Supplied records:
··········
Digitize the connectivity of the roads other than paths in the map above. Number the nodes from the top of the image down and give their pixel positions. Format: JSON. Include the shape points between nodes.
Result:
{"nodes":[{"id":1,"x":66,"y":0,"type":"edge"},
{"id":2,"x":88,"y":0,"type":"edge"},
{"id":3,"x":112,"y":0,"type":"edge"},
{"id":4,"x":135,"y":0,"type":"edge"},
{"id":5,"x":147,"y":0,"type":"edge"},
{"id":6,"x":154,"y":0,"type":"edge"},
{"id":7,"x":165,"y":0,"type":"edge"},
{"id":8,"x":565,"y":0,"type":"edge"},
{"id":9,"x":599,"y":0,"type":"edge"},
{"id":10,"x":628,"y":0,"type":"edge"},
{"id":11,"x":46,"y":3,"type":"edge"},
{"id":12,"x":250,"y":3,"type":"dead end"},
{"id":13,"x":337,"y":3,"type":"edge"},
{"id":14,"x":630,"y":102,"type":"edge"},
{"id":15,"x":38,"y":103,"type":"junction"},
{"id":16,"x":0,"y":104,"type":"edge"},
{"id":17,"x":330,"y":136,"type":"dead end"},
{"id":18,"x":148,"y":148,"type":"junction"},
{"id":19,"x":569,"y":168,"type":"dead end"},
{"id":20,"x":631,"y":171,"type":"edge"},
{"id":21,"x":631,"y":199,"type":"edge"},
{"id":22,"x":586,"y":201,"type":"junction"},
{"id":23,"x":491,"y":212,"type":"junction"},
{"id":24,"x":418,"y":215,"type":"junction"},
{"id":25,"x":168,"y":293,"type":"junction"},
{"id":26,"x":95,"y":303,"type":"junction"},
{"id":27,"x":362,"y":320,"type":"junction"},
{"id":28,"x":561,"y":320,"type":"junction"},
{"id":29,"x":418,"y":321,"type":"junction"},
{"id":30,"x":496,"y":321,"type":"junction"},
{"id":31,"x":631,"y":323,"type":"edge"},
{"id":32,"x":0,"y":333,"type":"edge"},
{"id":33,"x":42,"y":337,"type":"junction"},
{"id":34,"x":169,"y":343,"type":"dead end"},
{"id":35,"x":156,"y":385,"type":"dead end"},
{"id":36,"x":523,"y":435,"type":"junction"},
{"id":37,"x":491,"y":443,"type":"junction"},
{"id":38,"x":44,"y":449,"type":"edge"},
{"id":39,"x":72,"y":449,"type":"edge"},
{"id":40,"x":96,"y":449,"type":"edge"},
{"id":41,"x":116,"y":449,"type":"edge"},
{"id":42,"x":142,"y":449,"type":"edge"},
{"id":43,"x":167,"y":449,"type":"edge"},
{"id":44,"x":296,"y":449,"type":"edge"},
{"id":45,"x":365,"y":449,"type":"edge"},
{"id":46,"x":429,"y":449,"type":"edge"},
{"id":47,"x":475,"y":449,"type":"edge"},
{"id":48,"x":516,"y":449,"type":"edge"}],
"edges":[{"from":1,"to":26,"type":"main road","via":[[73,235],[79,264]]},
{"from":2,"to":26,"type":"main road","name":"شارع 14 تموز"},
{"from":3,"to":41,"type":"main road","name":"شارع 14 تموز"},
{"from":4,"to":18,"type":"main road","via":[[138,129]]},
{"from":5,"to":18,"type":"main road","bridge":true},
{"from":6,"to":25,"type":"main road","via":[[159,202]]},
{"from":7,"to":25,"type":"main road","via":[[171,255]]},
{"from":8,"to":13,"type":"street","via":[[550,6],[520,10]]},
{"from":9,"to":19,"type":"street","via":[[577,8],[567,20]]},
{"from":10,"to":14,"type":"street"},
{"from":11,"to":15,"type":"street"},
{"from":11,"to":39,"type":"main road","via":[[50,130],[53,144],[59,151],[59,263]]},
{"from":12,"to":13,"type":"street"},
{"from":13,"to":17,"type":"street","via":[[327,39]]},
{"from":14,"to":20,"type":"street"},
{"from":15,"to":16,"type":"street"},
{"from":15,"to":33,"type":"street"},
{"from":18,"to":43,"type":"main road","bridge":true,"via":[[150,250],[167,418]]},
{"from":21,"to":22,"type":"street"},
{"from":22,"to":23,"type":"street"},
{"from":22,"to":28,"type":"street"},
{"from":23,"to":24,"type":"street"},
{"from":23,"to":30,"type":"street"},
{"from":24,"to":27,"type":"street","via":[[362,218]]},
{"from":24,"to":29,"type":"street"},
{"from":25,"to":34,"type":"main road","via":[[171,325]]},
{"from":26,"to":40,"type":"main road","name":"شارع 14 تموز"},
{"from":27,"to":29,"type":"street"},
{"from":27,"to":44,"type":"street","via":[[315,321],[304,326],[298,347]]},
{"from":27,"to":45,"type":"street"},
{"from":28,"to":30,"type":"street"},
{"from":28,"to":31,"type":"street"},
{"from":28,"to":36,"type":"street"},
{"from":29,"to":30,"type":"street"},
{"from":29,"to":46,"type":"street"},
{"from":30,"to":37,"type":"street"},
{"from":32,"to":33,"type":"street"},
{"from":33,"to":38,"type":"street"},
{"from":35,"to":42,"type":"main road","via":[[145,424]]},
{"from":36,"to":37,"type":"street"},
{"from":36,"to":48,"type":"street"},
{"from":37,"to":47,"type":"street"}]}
··········
Prompt: Each line above that contains "true" counts once; report the resulting number and nothing else.

Written answer: 2